Of course u can win at the casino...done so many many times, u just cant do it all 
the time and with any predictability...after all its gambling.



treeman said:


> Say a table has $1000 limit.
> 
> You go in with $50
> 
> ...




Ive seen 14 heads in a row on a 2up table, great if your betting with the run.


----------



## treeman (10 July 2009)

If you walk around for a while and look at roulette table scores it is not uncommon at all to see nearly the whole scoreboard filled with 1 color. Once I saw a table where the whole scoreboard was red and everybody was doubling tripling quadripling and so on on black and they all busted except 1 or 2 that went with the trend and kept betting small but consistantly on red. When black finally came the table was almost empty lol


----------



## beamstas (10 July 2009)

treeman said:


> If you walk around for a while and look at roulette table scores it is not uncommon at all to see nearly the whole scoreboard filled with 1 color. Once I saw a table where the whole scoreboard was red and everybody was doubling tripling quadripling and so on on black and they all busted except 1 or 2 that went with the trend and kept betting small but consistantly on red. When black finally came the table was almost empty lol




Coin tosses don't "trend"


----------



## nomore4s (10 July 2009)

beamstas said:


> Coin tosses don't "trend"




If you were to chart the coin tosses I bet you would find trends that are able to be 'traded' like stock trends.

Just because it's random doesn't mean there won't be trends. I did see some info & charts on this some time ago but I will have no hope of finding it now.


----------



## Trembling Hand (10 July 2009)

nomore4s said:


> If you were to chart the coin tosses I bet you would find trends that are able to be 'traded' like stock trends.
> 
> Just because it's random doesn't mean there won't be trends. I did see some info & charts on this some time ago but I will have no hope of finding it now.




Yep have a look at this random generator to create charts. Will put all the deluded Technical analysis fools back a step or two. (or not a religion is hard to argue against  )

Random coin toss excel chart generator

here are two chart from coin tosses,


----------



## beamstas (10 July 2009)

That made my day TH


----------



## Ageo (10 July 2009)

skc said:


> There is only one game in the casino where you can win money consistently and over sustained period... anyone care to guess?




poker....... and thats because your not playing against the house.

But all games "against" the casino will put a stop to that.


----------



## skc (10 July 2009)

Technical analysis of coin toss can still make you money... EW rules


----------



## Mr J (10 July 2009)

Ageo said:


> poker....... and thats because your not playing against the house.
> 
> But all games "against" the casino will put a stop to that.
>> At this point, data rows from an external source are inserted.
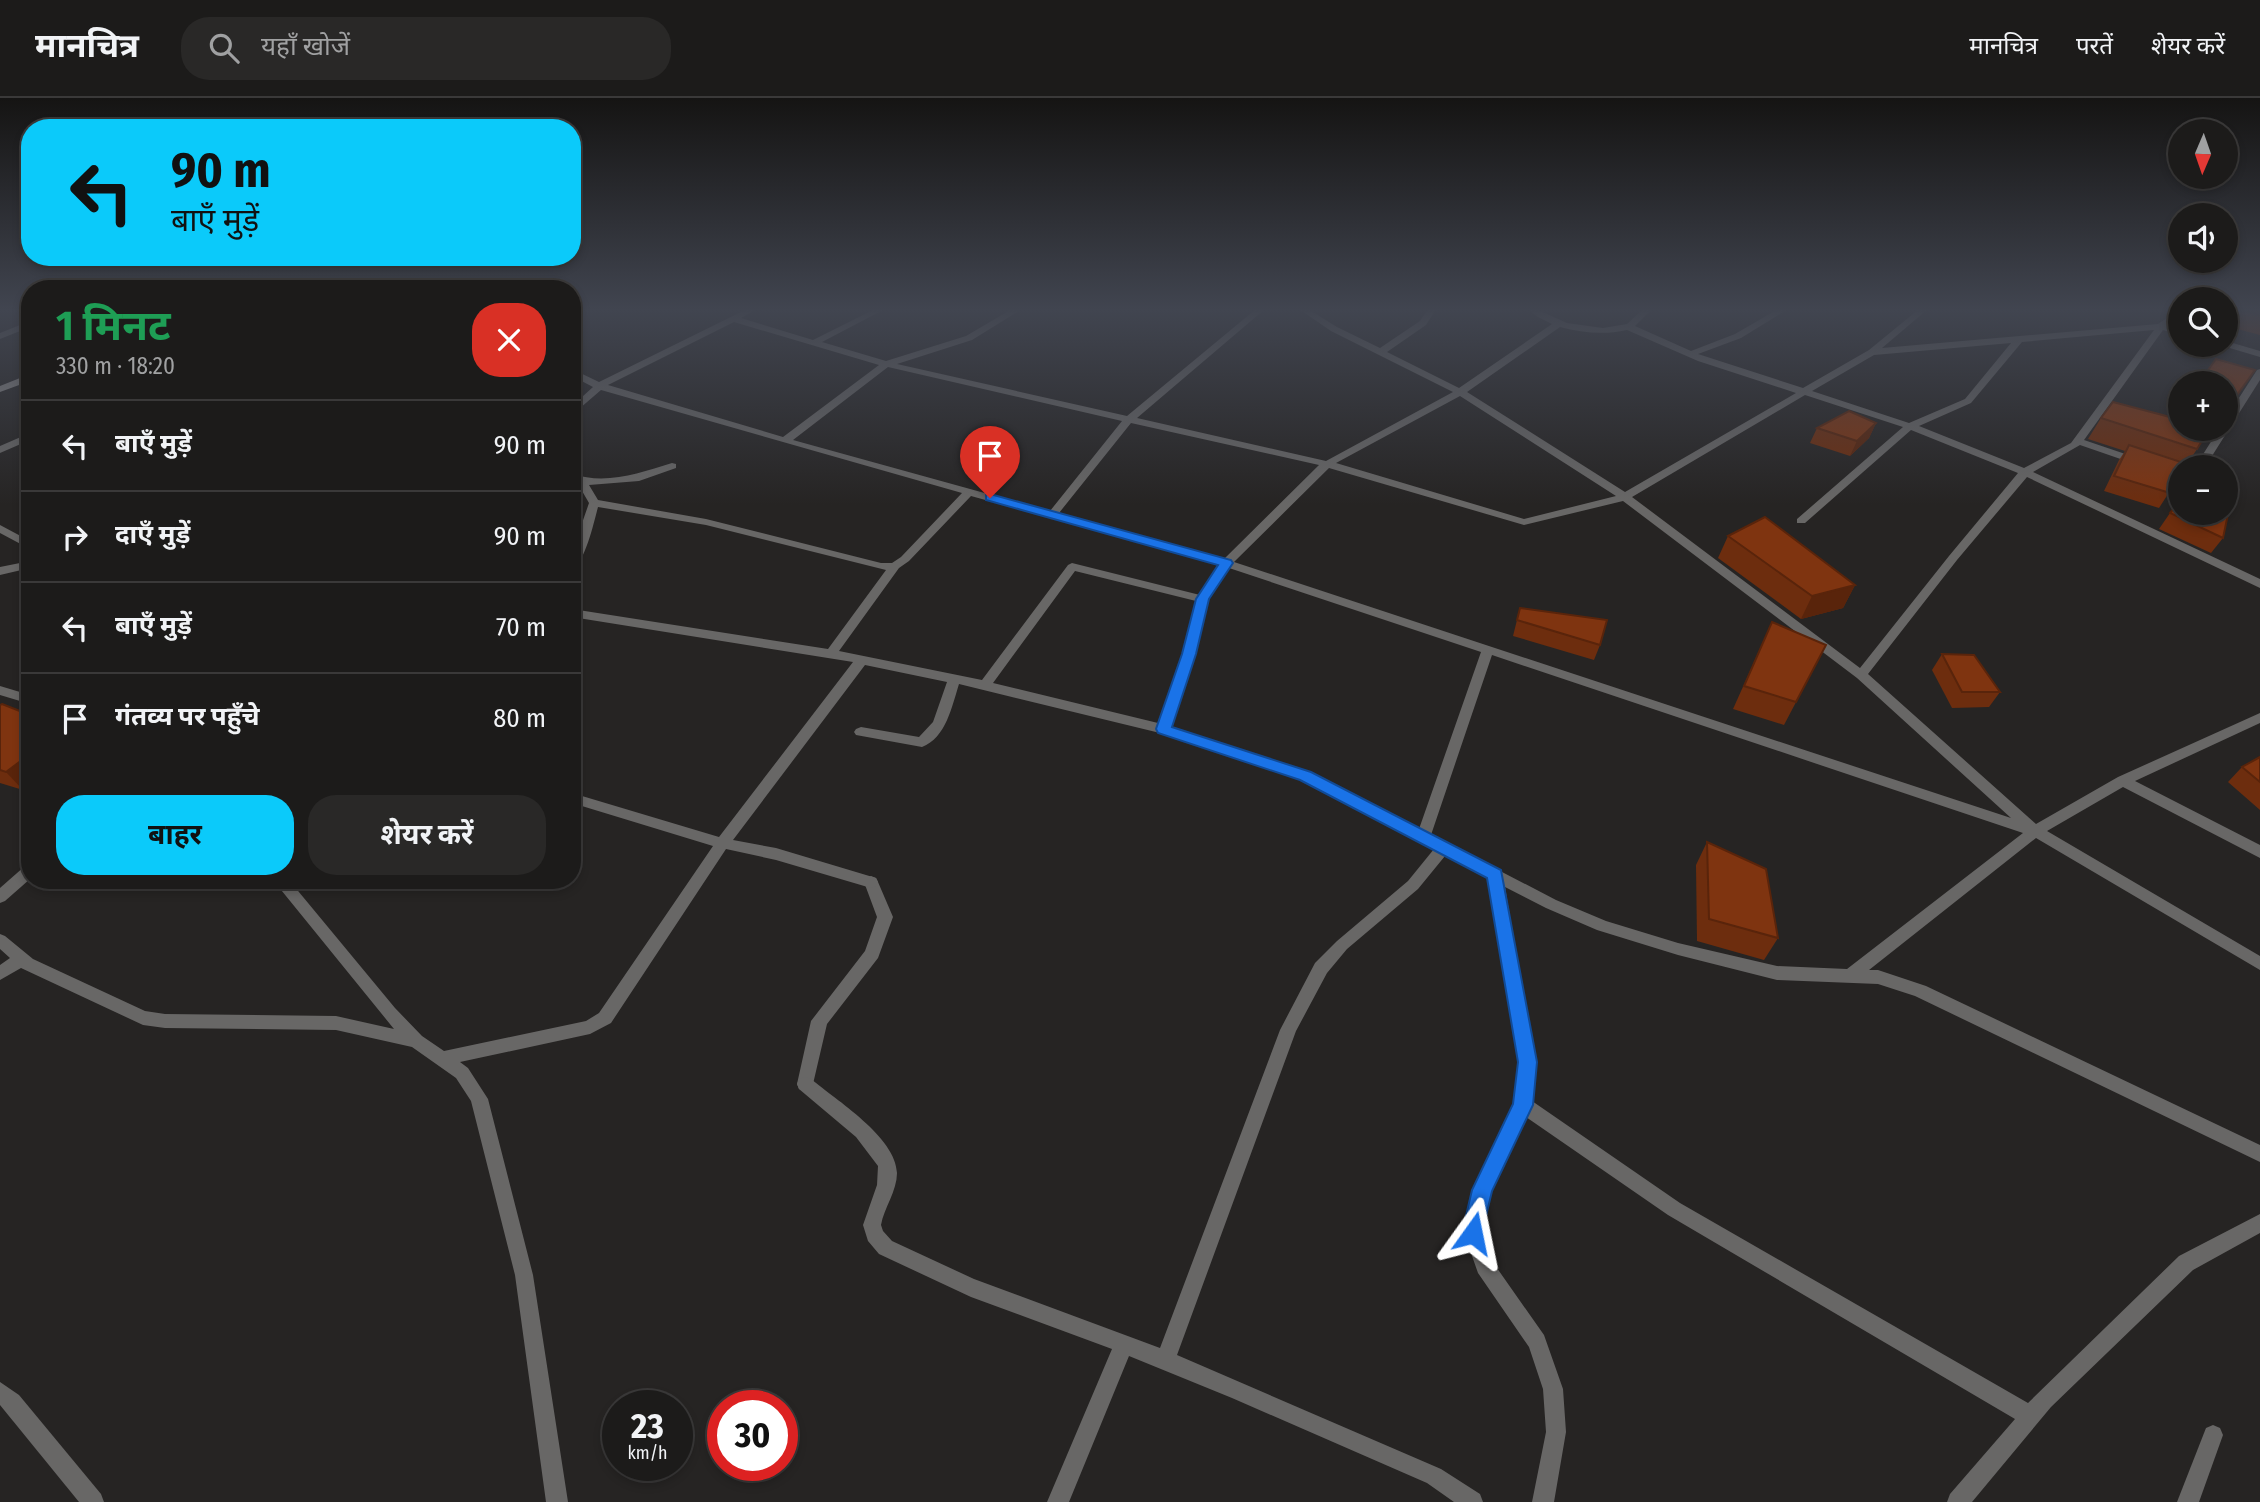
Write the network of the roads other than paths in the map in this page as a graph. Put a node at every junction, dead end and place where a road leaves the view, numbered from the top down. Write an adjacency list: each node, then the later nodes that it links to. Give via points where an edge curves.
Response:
1 (622, 375): 14 (street)
2 (872, 375): 23 (street)
3 (931, 375): 20 (street)
4 (1182, 375): 20 (street)
5 (1425, 375): 17 (street)
6 (1485, 375): 17 (street)
7 (1755, 375): 16 (street)
8 (1834, 375): 16 (street)
9 (1990, 375): 21 (street, via 1968,401)
10 (2126, 375): 24 (street)
11 (2258, 375): 19 (street)
12 (581, 377): 14 (street)
13 (21, 382): 15 (street)
14 (599, 386): 18 (street); 23 (street)
15 (0, 389)
16 (1807, 391): 21 (street); 33 (street)
17 (1460, 392): 26 (street); 33 (street)
18 (581, 403)
19 (2238, 407)
20 (1128, 420): 26 (street); 35 (street)
21 (1910, 426): 29 (street); 36 (street)
22 (21, 440): 25 (street)
23 (785, 441): 32 (street)
24 (2078, 441): 28 (street); 29 (street)
25 (0, 450)
26 (1327, 464): 33 (street, via 1524,522); 40 (street)
27 (672, 466): 30 (street, via 624,482)
28 (2153, 466)
29 (2025, 472): 44 (street); 50 (street)
30 (581, 480)
31 (581, 485): 34 (street)
32 (969, 492): 35 (street); 42 (street)
33 (1625, 497): 50 (street)
34 (594, 503): 39 (street); 42 (street, via 706,522 881,567)
35 (1052, 514): 40 (street)
36 (1801, 521)
37 (0, 528): 38 (street)
38 (21, 541)
39 (581, 545)
40 (1226, 563): 45 (street); 47 (street)
41 (21, 566): 43 (street)
42 (895, 566): 48 (street)
43 (0, 571)
44 (2260, 584)
45 (1203, 599): 52 (street, via 1072,567); 56 (street)
46 (581, 613): 48 (street)
47 (1488, 648): 60 (street); 61 (street)
48 (831, 654): 49 (street)
49 (862, 660): 51 (street); 62 (street)
50 (1861, 675): 60 (street)
51 (954, 679): 52 (street); 57 (street, via 939,724 922,742)
52 (985, 685): 56 (street)
53 (0, 690): 54 (street)
54 (21, 697)
55 (2260, 719): 58 (street)
56 (1163, 729): 61 (street, via 1305,776)
57 (862, 732)
58 (2123, 781): 60 (street); 64 (street)
59 (581, 801): 62 (street)
60 (2035, 831): 70 (street); 73 (street)
61 (1424, 836): 63 (street)
62 (722, 843): 75 (street, via 605,1018 590,1027); 79 (street, via 871,882 885,917 873,954 819,1021 804,1084 873,1143 886,1161 890,1174 873,1215 872,1230 878,1241 945,1277)
63 (1444, 847): 65 (street); 80 (street, via 1413,885 1342,944 1311,984 1288,1030)
64 (2260, 852)
65 (1495, 874): 73 (street, via 1602,926 1678,949 1777,973); 76 (street, via 1527,1062)
66 (21, 878): 68 (street)
67 (287, 889): 74 (street)
68 (0, 897)
69 (0, 940): 71 (street)
70 (2260, 964)
71 (29, 965): 72 (street, via 20,960); 74 (street, via 143,1018 336,1023)
72 (0, 973)
73 (1851, 975): 77 (street, via 1878,977 1920,991)
74 (416, 1041): 75 (street)
75 (442, 1059): 85 (street, via 462,1073 479,1099 524,1275)
76 (1523, 1105): 82 (street, via 1674,1209); 88 (street, via 1482,1190 1473,1233 1485,1266 1537,1342 1553,1389 1556,1432)
77 (2260, 1154)
78 (2260, 1223): 82 (street, via 2186,1263)
79 (1124, 1344): 80 (street); 86 (street)
80 (1165, 1362): 87 (street, via 1434,1476)
81 (0, 1392): 84 (street)
82 (2030, 1416): 89 (street)
83 (2213, 1435): 90 (street)
84 (93, 1502)
85 (557, 1502)
86 (1058, 1502)
87 (1472, 1502)
88 (1543, 1502)
89 (1958, 1502)
90 (2188, 1502)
This has already been said, but you still pay the rake, and you're typical casino punter is no more likely to profit at this game than any other.



			
				TH said:
			
		

> Yep have a look at this random generator to create charts. Will put all the deluded Technical analysis fools back a step or two. (or not a religion is hard to argue against




TH, there's a difference between the results of a coinflip, and how the market will treat those results. The results may be random, but markets are not.


----------



## Cartman (10 July 2009)

Mr J said:


> and you're *typical casino punter* is no more likely to profit at this game than any other.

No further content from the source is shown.